Fariña’s sentiment “represented a shift,” said Scott, who has been rallying support around an effort to make changes to the district’s choice-based school enrollment policy. “It represented a little more room to try to implement a district-wide change.”

Unlike many of the city’s other local school districts, the current enrollment system in District 1 lets parent preferences, not specific addresses, dictate where their children are enrolled in elementary school.

And though it’s unclear what role the choice-based policy has played in each school’s demographic makeup, the pattern in District 1 is clear. A report found that as recently as 2000, just a single District 1 school had a racial makeup significantly different than the district at large. By 2011, 20 schools showed substantial signs of racial segregation.

There’s some debate over whether the district’s unique enrollment policy caused the clustering of white and minority students, especially given a 2007 U.S. Supreme Court ruling that limited the use of race as a factor in enrollment decisions. But some district officials nonetheless hope that a “controlled choice” policy will help ease the disparity.

Changes to the enrollment plan, according to Scott, could take into account factors such as whether a child receives free or reduced price lunch, lives in temporary housing, or is an English language learner – all to help guarantee that these “at-risk” students are distributed more equitably across the district’s schools.

The district has not created a formal proposal yet, though Scott said that half of the schools in District 1 had signed onto a resolution in support of the philosophy of controlled choice. Details about how the plan would actually work would be ironed out through a community process, she said.

(Two of the district’s schools are already involved in a pilot program to set aside 45 percent of their seats to low-income students, though Scott said that will only make “a very small dent.”)
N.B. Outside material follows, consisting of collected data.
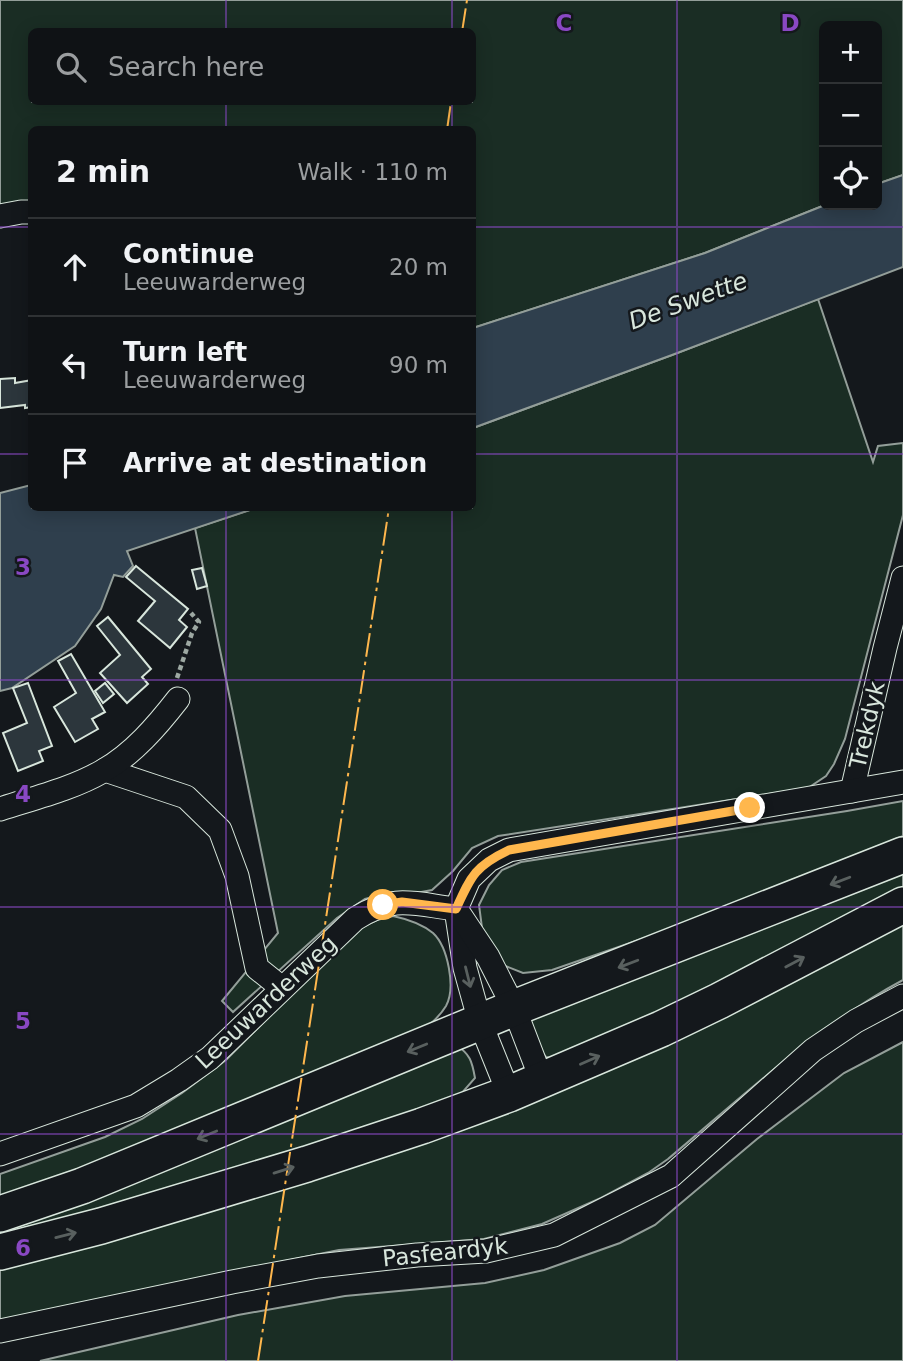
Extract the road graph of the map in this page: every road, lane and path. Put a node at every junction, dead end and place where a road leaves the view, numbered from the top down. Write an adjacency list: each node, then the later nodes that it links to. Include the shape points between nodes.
1 (28, 212): 2 (street)
2 (0, 216)
3 (903, 578): 8 (street, Trekdyk)
4 (191, 613): 5 (path, via 199,622 174,688)
5 (178, 699): 6 (street, via 143,740)
6 (104, 770): 9 (street, via 69,787); 13 (street, via 186,797 220,830 237,876 257,968)
7 (903, 782): 8 (street)
8 (852, 791): 12 (street, via 509,850 489,860 469,879)
9 (0, 809)
10 (903, 855): 15 (main road, one-way to 15)
11 (903, 905): 17 (main road, one-way to 11, via 719,1002)
12 (456, 909): 13 (street, Leeuwarderweg, via 402,902 375,908 355,919); 15 (street); 16 (street, one-way to 16)
13 (282, 988): 19 (street, Leeuwarderweg, via 210,1058 136,1106)
14 (903, 996): 22 (street, Pasfeardyk, via 813,1051 671,1176 554,1235 486,1251 318,1266)
15 (514, 1008): 16 (main road); 17 (street)
16 (480, 1022): 18 (street); 20 (main road, one-way to 20, via 82,1186)
17 (542, 1081): 18 (main road)
18 (509, 1094): 21 (main road, one-way to 18, via 307,1164)
19 (0, 1154)
20 (0, 1214)
21 (0, 1252)
22 (0, 1331)

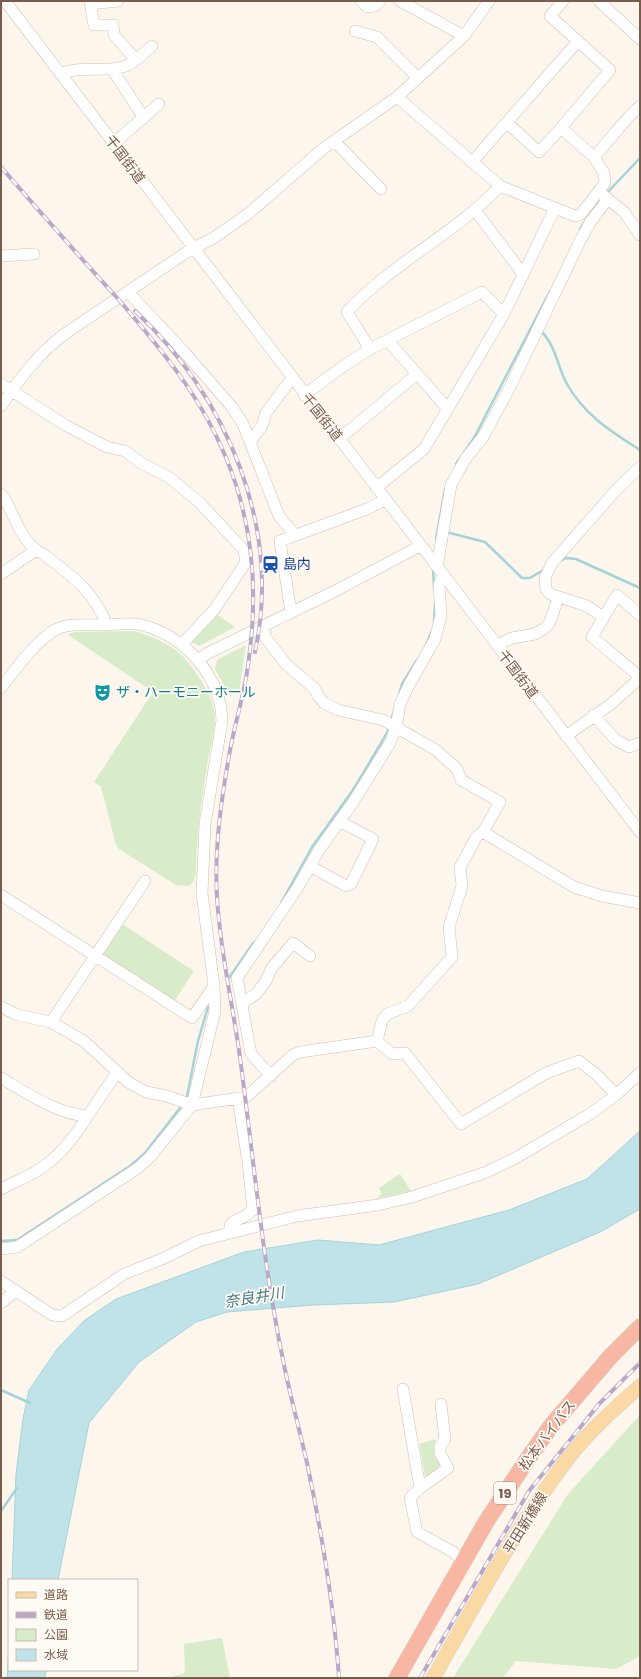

For her part, Fariña did not comment on controlled-choice policies. She did, however, hint that there are ways around legal strictures that prevent schools from directly considering race, including by more evenly distributing students who receive free or reduced-price lunch.

And while some parents at the meeting said they didn’t know much about controlled choice, others thought it couldn’t hurt to try.

“I’m all for it,” said Joe Kaufman, a parent of a first grader at the East Village Community School, a school that has a larger share of white students than the district. “Growing up in a multiracial city, it makes sense to have a school with the same population.”